“Yes,” she said. “Or perhaps not quite so much. You had better tell me where we are going for our wedding journey, Francis. There is a difference between the type of clothes I will want if we are going to Italy, and the type I will need if we are going to Scotland.”
Lord Francis merely looked at her.
“But I have to know,” she said. “You must tell me, Francis. Where would you take me if we really were about to be married, and if we really were going on a wedding trip?”
“To bed, probably,” he said. “And you may well blush and look outraged, Soph. You could not expect any self-respecting male to resist that invitation, could you?”
“To bed,” she said, both her cheeks and her eyes flaming. “With you, Francis? I would rather …”
“Austria and Italy,” he said. “For the rest of the summer and probably the winter, too, Soph. We would dance in Vienna, and ride in a gondola in Venice, and lean with the Tower of Pisa, and get stiff necks in the Sistine Chapel, and shelter your complexion from the sun in Naples.”
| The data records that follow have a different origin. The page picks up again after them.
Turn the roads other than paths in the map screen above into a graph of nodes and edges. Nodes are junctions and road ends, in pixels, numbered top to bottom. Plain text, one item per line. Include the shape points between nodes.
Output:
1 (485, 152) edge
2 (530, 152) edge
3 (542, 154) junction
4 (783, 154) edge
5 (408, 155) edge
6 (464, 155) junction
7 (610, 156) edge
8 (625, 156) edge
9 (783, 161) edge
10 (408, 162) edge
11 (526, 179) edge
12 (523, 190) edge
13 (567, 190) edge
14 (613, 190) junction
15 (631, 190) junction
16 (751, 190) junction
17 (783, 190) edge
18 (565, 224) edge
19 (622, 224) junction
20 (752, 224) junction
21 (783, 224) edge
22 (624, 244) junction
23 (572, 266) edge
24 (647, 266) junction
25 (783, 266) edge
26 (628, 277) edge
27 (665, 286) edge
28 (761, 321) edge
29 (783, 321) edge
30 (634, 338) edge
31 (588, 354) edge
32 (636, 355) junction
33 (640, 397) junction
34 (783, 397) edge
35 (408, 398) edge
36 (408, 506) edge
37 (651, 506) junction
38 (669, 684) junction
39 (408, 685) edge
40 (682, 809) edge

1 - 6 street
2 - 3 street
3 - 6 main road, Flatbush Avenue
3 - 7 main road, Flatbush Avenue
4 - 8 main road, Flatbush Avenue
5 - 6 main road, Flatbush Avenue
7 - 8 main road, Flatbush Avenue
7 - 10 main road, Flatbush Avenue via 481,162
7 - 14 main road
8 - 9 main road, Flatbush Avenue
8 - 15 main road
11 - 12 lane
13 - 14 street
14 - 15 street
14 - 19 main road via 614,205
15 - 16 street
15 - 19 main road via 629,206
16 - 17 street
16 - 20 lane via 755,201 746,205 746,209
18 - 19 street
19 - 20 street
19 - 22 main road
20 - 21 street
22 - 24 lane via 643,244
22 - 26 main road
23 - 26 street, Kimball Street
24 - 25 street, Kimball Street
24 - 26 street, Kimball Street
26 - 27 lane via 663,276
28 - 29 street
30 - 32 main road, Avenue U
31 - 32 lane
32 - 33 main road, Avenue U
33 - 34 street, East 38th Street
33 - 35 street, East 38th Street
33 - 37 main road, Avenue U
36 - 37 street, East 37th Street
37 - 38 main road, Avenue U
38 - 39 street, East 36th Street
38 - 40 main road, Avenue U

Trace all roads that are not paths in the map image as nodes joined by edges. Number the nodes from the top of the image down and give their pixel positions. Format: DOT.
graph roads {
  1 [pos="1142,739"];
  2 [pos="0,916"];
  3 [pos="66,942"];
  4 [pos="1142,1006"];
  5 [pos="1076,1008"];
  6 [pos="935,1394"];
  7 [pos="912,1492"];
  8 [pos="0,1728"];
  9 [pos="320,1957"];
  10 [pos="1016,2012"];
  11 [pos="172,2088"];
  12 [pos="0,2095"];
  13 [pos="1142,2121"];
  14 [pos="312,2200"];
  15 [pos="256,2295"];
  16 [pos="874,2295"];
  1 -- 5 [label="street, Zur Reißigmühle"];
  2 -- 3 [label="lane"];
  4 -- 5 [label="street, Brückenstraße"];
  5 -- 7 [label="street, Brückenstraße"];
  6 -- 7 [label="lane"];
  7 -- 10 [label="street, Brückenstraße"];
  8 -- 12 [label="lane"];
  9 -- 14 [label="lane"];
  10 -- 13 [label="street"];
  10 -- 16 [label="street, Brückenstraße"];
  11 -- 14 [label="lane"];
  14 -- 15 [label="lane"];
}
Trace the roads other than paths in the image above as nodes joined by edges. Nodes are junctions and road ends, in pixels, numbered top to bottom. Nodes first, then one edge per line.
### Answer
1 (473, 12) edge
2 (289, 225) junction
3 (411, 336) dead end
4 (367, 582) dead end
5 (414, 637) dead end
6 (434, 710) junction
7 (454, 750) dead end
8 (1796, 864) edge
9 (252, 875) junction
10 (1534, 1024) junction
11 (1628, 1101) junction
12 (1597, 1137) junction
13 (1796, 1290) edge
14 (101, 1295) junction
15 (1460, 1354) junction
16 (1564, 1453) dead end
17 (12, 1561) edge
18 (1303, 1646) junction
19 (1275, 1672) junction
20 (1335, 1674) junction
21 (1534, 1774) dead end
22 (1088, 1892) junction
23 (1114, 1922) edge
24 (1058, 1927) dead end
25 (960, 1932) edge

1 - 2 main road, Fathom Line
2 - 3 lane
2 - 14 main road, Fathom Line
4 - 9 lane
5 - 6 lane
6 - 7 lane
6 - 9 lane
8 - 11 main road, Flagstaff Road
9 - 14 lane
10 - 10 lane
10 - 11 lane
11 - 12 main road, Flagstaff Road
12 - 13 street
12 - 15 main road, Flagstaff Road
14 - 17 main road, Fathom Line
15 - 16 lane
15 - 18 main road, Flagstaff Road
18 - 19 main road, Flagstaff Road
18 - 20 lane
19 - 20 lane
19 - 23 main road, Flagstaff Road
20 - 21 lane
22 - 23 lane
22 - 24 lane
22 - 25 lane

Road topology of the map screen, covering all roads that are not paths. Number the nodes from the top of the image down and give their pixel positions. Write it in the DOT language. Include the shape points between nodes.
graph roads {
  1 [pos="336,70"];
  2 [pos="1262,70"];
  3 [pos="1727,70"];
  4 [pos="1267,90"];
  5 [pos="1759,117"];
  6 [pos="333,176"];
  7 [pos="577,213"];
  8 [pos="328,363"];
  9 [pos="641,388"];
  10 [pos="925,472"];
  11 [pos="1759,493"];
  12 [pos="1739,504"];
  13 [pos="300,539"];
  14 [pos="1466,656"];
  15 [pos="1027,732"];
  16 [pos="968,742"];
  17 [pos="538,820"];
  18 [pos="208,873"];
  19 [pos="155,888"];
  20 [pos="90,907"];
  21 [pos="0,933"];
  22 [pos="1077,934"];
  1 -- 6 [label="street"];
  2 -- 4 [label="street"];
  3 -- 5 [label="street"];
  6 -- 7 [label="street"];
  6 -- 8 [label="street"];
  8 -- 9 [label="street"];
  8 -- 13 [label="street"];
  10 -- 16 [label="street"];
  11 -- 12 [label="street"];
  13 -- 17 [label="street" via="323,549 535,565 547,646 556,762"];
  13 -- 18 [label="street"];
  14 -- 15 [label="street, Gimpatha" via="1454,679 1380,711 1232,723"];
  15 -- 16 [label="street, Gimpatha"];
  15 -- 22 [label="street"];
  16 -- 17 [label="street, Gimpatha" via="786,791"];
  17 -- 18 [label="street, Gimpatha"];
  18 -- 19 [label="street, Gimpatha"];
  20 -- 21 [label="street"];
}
“And Rome?” she said eagerly. “Would we go to Rome, Francis?”
“Where do you think the Sistine Chapel is?” he asked. “The Outer Hebrides?”
“I forgot,” she said. “You do not need to be quite so scornful, Francis. I am not a featherbrain, you know.”
“Well,” he said, “that is where I would take you, Soph—during the daytime. I suppose my first answer would still hold true for the nights. And don’t get all puffed up again. We are talking only of where I would take you if we were getting married, the key emphasis being on the if. You will need light and pretty clothes.”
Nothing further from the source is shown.